Extract, from the records beneath this instruction, each line that contains the word "strokeStyle".

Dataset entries
________________________________________
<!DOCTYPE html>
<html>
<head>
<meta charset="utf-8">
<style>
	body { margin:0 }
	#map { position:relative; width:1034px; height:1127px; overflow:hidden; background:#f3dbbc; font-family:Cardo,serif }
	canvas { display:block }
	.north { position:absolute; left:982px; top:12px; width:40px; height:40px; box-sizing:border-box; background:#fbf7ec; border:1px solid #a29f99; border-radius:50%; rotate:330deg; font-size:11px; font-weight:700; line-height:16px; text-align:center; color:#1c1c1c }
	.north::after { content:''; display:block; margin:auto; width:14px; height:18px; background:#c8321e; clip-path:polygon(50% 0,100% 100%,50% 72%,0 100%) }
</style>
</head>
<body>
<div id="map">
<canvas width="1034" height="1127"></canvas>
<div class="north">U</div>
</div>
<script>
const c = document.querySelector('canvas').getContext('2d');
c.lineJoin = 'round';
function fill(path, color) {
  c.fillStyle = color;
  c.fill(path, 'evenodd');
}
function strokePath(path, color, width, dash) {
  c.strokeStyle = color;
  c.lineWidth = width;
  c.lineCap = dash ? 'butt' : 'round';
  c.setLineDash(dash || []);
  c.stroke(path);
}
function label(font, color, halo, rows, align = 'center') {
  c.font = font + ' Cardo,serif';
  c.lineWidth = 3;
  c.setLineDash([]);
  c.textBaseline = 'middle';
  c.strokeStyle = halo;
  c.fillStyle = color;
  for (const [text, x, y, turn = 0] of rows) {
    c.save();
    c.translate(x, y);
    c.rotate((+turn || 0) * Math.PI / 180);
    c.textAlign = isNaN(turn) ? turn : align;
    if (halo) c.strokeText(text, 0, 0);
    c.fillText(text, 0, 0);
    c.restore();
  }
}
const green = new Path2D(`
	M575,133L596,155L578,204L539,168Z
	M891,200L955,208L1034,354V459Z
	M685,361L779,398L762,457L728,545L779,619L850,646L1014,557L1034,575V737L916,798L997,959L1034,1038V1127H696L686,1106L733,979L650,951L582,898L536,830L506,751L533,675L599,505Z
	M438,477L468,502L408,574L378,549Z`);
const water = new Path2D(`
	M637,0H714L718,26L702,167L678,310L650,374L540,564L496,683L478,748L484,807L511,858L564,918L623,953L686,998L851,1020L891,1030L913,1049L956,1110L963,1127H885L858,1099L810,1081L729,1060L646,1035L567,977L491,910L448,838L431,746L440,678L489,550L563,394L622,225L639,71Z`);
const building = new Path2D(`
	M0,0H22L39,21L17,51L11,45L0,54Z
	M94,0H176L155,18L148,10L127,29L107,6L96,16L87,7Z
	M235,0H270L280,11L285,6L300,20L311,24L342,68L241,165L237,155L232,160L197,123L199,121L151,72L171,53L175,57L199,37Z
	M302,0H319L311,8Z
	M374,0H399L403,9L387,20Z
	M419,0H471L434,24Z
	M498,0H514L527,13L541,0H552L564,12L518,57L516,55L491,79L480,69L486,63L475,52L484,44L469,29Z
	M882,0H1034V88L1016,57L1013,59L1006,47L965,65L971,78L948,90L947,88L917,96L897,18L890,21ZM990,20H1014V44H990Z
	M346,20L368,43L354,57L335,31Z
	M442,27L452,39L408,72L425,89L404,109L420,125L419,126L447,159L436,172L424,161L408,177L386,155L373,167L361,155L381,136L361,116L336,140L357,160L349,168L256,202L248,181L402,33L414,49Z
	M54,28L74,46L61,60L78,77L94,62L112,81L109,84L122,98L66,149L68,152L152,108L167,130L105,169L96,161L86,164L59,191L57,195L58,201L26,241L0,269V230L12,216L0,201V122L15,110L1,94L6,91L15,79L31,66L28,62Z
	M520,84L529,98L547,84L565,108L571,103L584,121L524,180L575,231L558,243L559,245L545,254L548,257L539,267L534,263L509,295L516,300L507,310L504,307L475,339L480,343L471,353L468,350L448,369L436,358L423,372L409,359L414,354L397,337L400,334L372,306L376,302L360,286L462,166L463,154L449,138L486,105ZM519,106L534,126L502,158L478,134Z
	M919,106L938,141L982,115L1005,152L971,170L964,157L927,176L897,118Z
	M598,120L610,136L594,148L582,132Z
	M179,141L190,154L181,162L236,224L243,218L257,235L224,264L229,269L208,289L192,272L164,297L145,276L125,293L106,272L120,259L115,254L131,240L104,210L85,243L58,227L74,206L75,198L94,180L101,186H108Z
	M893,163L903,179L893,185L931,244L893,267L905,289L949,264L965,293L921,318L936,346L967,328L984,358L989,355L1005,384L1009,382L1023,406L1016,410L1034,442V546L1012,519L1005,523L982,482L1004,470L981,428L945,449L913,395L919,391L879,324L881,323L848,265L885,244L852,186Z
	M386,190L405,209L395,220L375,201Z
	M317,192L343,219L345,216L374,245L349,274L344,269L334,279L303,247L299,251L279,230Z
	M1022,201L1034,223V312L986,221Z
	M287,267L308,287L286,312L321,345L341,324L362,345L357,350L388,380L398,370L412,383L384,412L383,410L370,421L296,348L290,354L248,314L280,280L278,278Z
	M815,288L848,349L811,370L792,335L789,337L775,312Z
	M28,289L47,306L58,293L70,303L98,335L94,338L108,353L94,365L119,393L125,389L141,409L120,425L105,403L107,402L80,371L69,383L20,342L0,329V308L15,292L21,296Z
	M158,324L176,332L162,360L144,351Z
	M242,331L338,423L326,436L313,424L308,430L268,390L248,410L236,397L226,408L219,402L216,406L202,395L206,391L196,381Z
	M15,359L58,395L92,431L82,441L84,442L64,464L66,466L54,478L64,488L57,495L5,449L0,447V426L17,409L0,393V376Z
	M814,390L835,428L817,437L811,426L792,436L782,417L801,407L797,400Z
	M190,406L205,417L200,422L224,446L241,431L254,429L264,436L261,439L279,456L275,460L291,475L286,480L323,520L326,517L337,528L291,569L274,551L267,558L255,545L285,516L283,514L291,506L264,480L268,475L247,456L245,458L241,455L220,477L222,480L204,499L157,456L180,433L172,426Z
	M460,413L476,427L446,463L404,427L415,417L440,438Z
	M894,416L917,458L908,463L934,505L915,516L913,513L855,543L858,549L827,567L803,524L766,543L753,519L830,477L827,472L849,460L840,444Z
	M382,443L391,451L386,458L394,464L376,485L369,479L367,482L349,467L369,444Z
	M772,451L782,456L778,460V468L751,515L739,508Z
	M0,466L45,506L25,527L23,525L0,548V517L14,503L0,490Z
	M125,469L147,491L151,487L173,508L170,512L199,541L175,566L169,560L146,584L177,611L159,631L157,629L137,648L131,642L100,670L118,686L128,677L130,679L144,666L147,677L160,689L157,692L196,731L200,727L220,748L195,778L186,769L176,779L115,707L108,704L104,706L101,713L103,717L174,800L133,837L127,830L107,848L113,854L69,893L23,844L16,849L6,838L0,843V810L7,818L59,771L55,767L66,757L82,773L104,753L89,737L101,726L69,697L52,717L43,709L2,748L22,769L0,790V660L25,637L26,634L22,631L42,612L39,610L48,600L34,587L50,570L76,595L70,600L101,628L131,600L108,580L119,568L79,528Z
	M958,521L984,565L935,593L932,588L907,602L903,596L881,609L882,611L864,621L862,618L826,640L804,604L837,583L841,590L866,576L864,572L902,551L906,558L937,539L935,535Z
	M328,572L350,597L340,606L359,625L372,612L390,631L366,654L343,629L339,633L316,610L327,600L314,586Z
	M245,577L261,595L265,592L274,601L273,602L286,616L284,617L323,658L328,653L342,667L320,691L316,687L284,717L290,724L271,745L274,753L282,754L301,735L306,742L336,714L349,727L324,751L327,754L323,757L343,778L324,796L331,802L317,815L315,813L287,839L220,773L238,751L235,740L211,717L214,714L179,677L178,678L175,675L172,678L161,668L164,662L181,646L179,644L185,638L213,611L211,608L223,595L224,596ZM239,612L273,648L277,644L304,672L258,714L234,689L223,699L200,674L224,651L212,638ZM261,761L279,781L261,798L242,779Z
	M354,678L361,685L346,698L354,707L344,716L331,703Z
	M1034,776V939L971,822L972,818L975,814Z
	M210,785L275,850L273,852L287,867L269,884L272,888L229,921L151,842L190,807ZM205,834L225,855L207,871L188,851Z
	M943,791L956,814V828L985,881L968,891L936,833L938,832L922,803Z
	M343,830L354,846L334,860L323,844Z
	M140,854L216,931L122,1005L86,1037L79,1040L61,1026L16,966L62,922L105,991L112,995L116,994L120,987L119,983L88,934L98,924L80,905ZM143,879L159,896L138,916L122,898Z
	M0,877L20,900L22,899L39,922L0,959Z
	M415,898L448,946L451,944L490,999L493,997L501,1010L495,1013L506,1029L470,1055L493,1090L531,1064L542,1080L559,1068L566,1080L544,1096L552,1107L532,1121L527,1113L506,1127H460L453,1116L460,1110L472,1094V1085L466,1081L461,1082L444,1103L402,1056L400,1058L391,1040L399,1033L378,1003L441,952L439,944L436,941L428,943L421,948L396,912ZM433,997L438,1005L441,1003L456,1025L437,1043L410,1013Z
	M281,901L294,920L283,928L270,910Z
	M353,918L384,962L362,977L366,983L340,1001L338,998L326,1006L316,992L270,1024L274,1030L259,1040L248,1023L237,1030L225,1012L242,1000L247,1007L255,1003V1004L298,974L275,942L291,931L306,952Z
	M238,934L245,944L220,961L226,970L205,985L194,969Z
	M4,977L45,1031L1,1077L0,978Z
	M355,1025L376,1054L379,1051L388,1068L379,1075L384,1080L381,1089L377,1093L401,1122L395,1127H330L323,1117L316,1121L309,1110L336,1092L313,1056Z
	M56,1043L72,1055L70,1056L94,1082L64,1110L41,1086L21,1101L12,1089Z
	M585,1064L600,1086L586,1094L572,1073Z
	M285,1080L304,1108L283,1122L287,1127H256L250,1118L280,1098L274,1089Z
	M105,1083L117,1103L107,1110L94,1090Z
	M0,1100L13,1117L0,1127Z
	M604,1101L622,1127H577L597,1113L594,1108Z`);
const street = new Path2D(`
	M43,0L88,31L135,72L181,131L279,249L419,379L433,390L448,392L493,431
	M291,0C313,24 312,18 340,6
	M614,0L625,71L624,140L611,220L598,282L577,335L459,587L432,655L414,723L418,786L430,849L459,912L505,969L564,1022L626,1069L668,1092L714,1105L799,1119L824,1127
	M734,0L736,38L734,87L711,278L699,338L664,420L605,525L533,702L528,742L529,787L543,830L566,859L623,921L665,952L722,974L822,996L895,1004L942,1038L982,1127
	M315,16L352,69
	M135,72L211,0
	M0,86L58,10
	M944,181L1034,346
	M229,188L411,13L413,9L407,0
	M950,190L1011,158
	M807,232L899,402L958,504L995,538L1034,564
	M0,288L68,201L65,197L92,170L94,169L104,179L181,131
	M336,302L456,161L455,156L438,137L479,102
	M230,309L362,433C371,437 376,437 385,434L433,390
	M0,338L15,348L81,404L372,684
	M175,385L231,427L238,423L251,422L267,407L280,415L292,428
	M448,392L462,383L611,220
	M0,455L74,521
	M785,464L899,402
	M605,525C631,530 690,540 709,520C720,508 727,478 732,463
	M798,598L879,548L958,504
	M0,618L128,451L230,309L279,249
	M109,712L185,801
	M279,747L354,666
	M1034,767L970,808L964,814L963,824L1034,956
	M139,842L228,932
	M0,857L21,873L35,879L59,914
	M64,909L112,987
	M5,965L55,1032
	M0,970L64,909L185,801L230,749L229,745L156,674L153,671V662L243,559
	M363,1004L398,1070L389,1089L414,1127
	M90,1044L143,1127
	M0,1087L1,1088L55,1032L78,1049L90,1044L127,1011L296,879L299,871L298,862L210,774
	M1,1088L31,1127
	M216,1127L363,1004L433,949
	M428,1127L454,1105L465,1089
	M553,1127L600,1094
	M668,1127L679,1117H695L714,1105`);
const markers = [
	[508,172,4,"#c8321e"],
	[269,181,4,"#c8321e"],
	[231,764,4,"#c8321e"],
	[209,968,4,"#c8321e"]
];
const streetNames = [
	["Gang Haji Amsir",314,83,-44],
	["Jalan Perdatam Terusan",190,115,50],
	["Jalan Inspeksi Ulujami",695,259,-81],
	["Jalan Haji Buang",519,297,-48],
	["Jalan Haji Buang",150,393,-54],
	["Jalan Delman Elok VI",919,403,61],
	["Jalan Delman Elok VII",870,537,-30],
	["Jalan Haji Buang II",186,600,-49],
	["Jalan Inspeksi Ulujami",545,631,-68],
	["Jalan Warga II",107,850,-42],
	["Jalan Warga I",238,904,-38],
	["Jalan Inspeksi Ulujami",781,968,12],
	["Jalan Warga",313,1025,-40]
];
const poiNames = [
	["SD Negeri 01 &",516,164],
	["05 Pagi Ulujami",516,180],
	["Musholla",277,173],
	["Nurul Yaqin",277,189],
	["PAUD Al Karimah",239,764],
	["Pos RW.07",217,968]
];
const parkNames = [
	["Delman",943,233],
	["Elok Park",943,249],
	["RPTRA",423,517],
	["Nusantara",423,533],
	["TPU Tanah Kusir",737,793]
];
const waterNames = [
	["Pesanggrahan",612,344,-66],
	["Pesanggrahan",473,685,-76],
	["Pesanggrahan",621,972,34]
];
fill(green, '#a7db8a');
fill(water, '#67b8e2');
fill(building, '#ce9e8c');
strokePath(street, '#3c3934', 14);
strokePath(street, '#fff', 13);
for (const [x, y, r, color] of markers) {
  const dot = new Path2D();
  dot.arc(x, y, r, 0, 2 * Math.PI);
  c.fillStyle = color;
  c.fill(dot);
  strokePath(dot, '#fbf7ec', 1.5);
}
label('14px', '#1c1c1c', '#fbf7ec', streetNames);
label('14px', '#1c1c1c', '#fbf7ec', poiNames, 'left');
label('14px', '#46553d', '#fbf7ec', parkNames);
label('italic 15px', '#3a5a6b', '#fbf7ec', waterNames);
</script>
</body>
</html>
________________________________________
Exercise result »
  c.strokeStyle = color;
  c.strokeStyle = halo;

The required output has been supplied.